Task to carry out: Write out, exactly and in full, the records given below, but not their pictures.

Data shown:
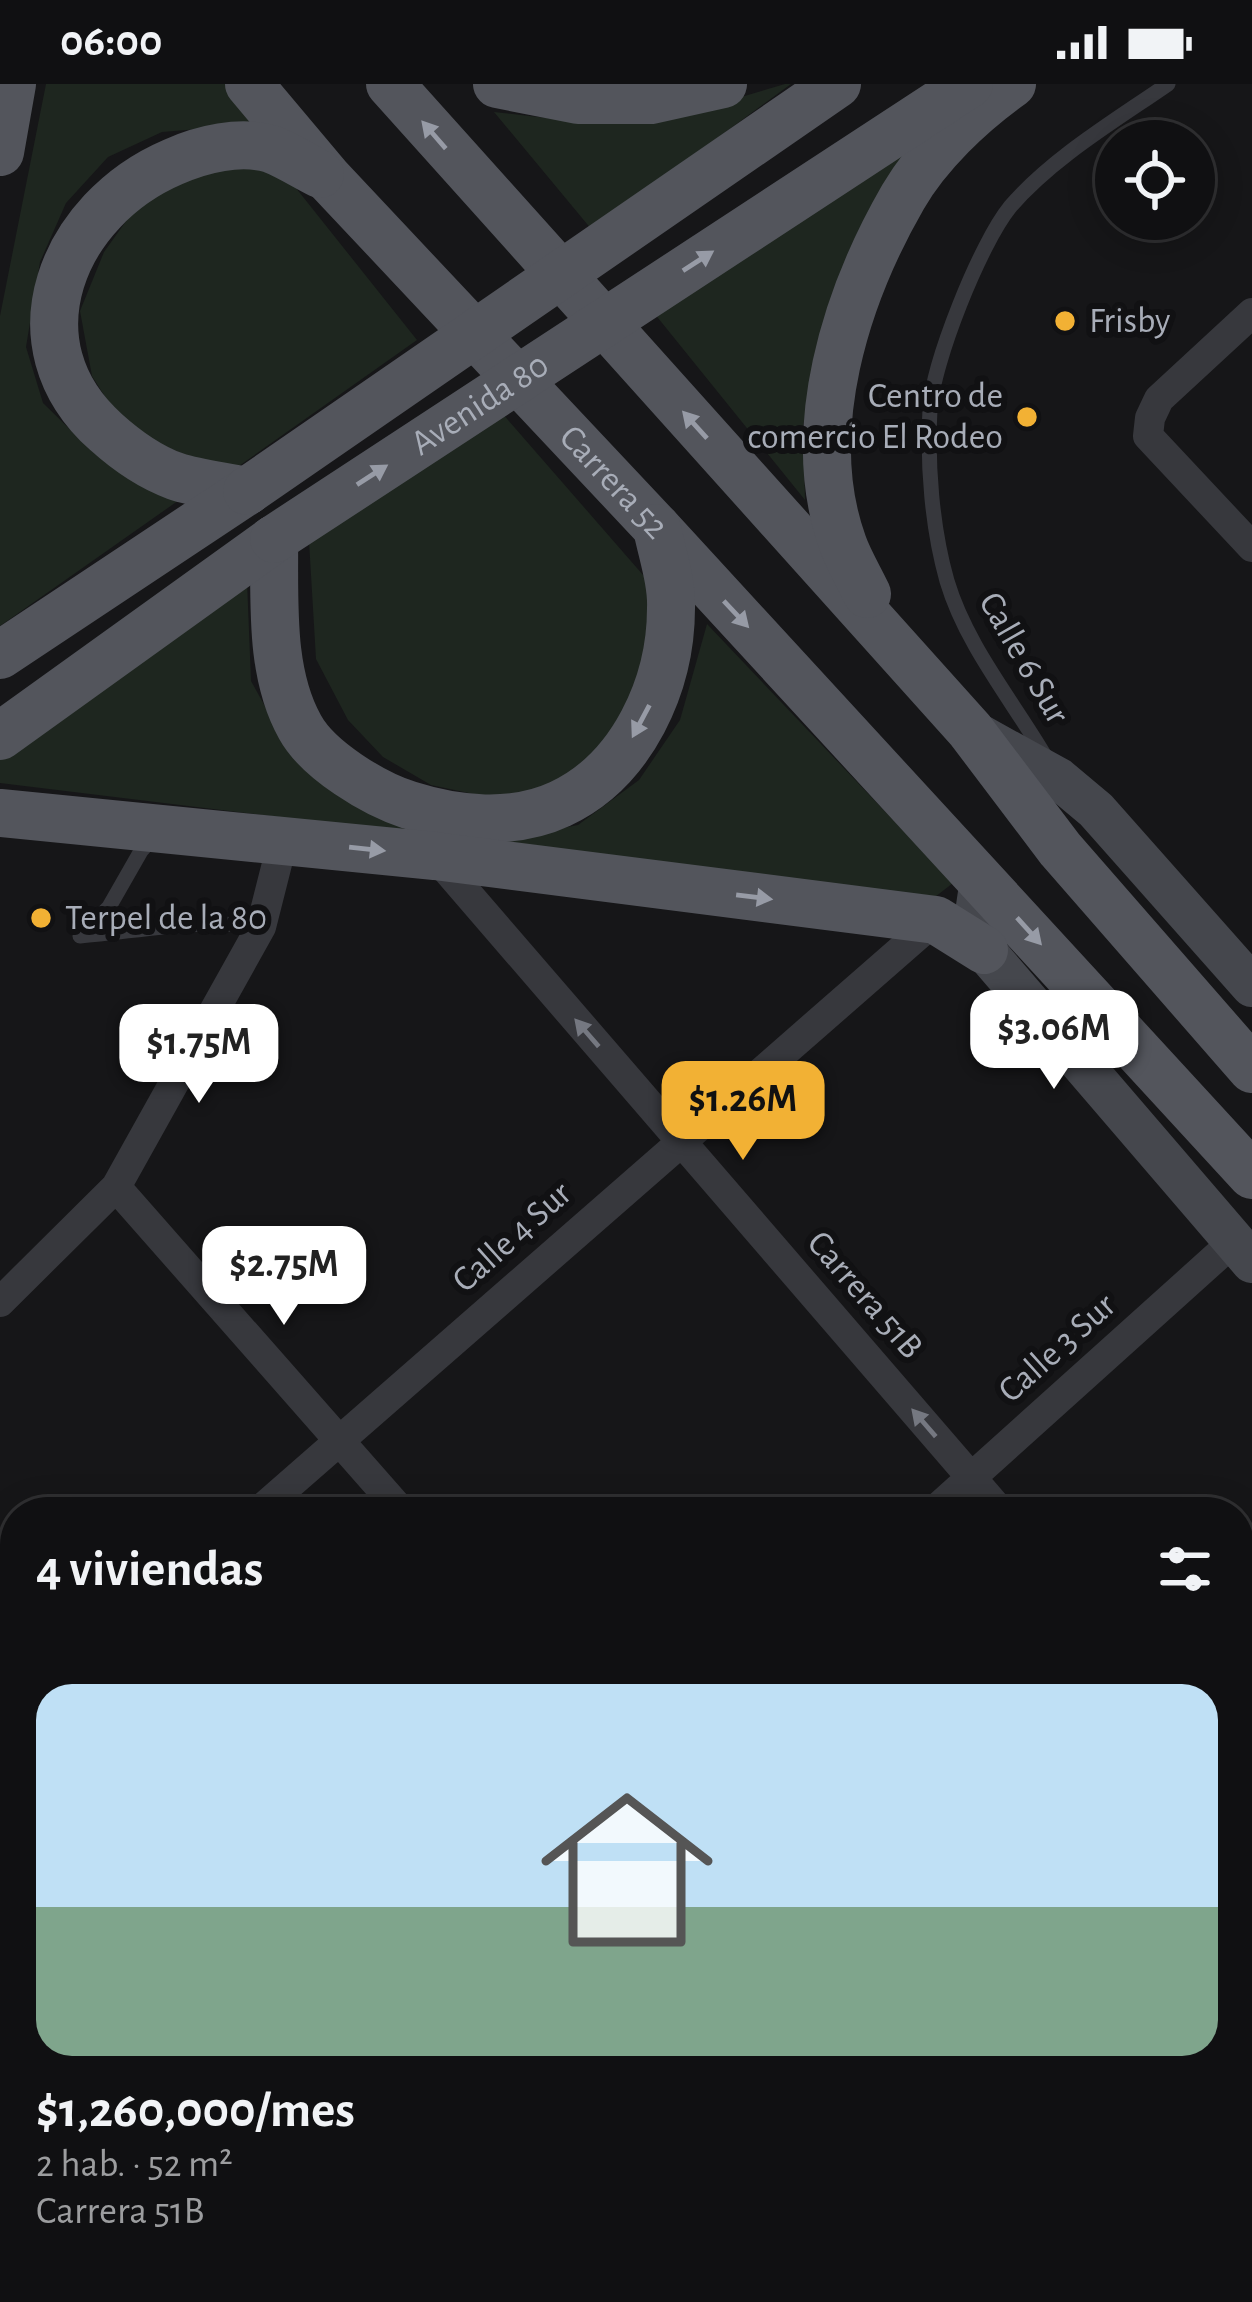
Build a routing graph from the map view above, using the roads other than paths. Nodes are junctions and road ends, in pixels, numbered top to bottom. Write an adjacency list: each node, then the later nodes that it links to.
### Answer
1 (12, 84): 11 (main road)
2 (249, 84): 12 (main road, Carrera 52)
3 (390, 84): 18 (main road, one-way to 3)
4 (497, 84): 5 (main road)
5 (724, 84)
6 (837, 84): 14 (main road, Avenida 80, bridge)
7 (969, 84): 16 (main road, Avenida 80, one-way to 7, bridge)
8 (1012, 84): 18 (main road)
9 (1168, 84): 10 (lane, Calle 6 Sur)
10 (1153, 89): 22 (lane, Calle 6 Sur)
11 (0, 152)
12 (328, 178): 14 (main road); 15 (main road, Carrera 52)
13 (1252, 314): 17 (street)
14 (247, 490): 19 (main road, Avenida 80)
15 (657, 528): 16 (main road, one-way to 16); 27 (main road, Carrera 52, one-way to 27)
16 (274, 539): 21 (main road, Avenida 80)
17 (1252, 547)
18 (891, 641): 20 (main road)
19 (0, 655)
20 (970, 730): 22 (street); 32 (main road)
21 (0, 736)
22 (1059, 779): 31 (street)
23 (0, 813): 24 (main road)
24 (164, 827): 25 (main road); 29 (lane)
25 (283, 840): 26 (main road, one-way to 26); 29 (street)
26 (435, 856): 28 (main road, one-way to 28); 33 (street, Carrera 51B, one-way to 26)
27 (981, 879): 28 (street, Calle 4 Sur); 30 (street); 34 (main road, Carrera 52, one-way to 34)
28 (936, 920): 30 (main road); 33 (street, Calle 4 Sur)
29 (261, 927): 35 (street)
30 (984, 950): 36 (street)
31 (1252, 986)
32 (1252, 1069)
33 (680, 1141): 38 (street, Calle 4 Sur); 39 (street, Carrera 51B, one-way to 33)
34 (1252, 1175)
35 (116, 1187): 37 (street); 38 (street)
36 (1243, 1252): 39 (street, Calle 3 Sur)
37 (0, 1302)
38 (341, 1442): 40 (street, Calle 4 Sur); 41 (street)
39 (972, 1478): 42 (street, Calle 3 Sur); 43 (street, Carrera 51B)
40 (276, 1497)
41 (390, 1497)
42 (950, 1497)
43 (988, 1497)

Problem solution:
Build a routing graph from the map view above, using the roads other than paths. Nodes are junctions and road ends, in pixels, numbered top to bottom. Write an adjacency list: each node, then the later nodes that it links to.
### Answer
1 (12, 84): 11 (main road)
2 (249, 84): 12 (main road, Carrera 52)
3 (390, 84): 18 (main road, one-way to 3)
4 (497, 84): 5 (main road)
5 (724, 84)
6 (837, 84): 14 (main road, Avenida 80, bridge)
7 (969, 84): 16 (main road, Avenida 80, one-way to 7, bridge)
8 (1012, 84): 18 (main road)
9 (1168, 84): 10 (lane, Calle 6 Sur)
10 (1153, 89): 22 (lane, Calle 6 Sur)
11 (0, 152)
12 (328, 178): 14 (main road); 15 (main road, Carrera 52)
13 (1252, 314): 17 (street)
14 (247, 490): 19 (main road, Avenida 80)
15 (657, 528): 16 (main road, one-way to 16); 27 (main road, Carrera 52, one-way to 27)
16 (274, 539): 21 (main road, Avenida 80)
17 (1252, 547)
18 (891, 641): 20 (main road)
19 (0, 655)
20 (970, 730): 22 (street); 32 (main road)
21 (0, 736)
22 (1059, 779): 31 (street)
23 (0, 813): 24 (main road)
24 (164, 827): 25 (main road); 29 (lane)
25 (283, 840): 26 (main road, one-way to 26); 29 (street)
26 (435, 856): 28 (main road, one-way to 28); 33 (street, Carrera 51B, one-way to 26)
27 (981, 879): 28 (street, Calle 4 Sur); 30 (street); 34 (main road, Carrera 52, one-way to 34)
28 (936, 920): 30 (main road); 33 (street, Calle 4 Sur)
29 (261, 927): 35 (street)
30 (984, 950): 36 (street)
31 (1252, 986)
32 (1252, 1069)
33 (680, 1141): 38 (street, Calle 4 Sur); 39 (street, Carrera 51B, one-way to 33)
34 (1252, 1175)
35 (116, 1187): 37 (street); 38 (street)
36 (1243, 1252): 39 (street, Calle 3 Sur)
37 (0, 1302)
38 (341, 1442): 40 (street, Calle 4 Sur); 41 (street)
39 (972, 1478): 42 (street, Calle 3 Sur); 43 (street, Carrera 51B)
40 (276, 1497)
41 (390, 1497)
42 (950, 1497)
43 (988, 1497)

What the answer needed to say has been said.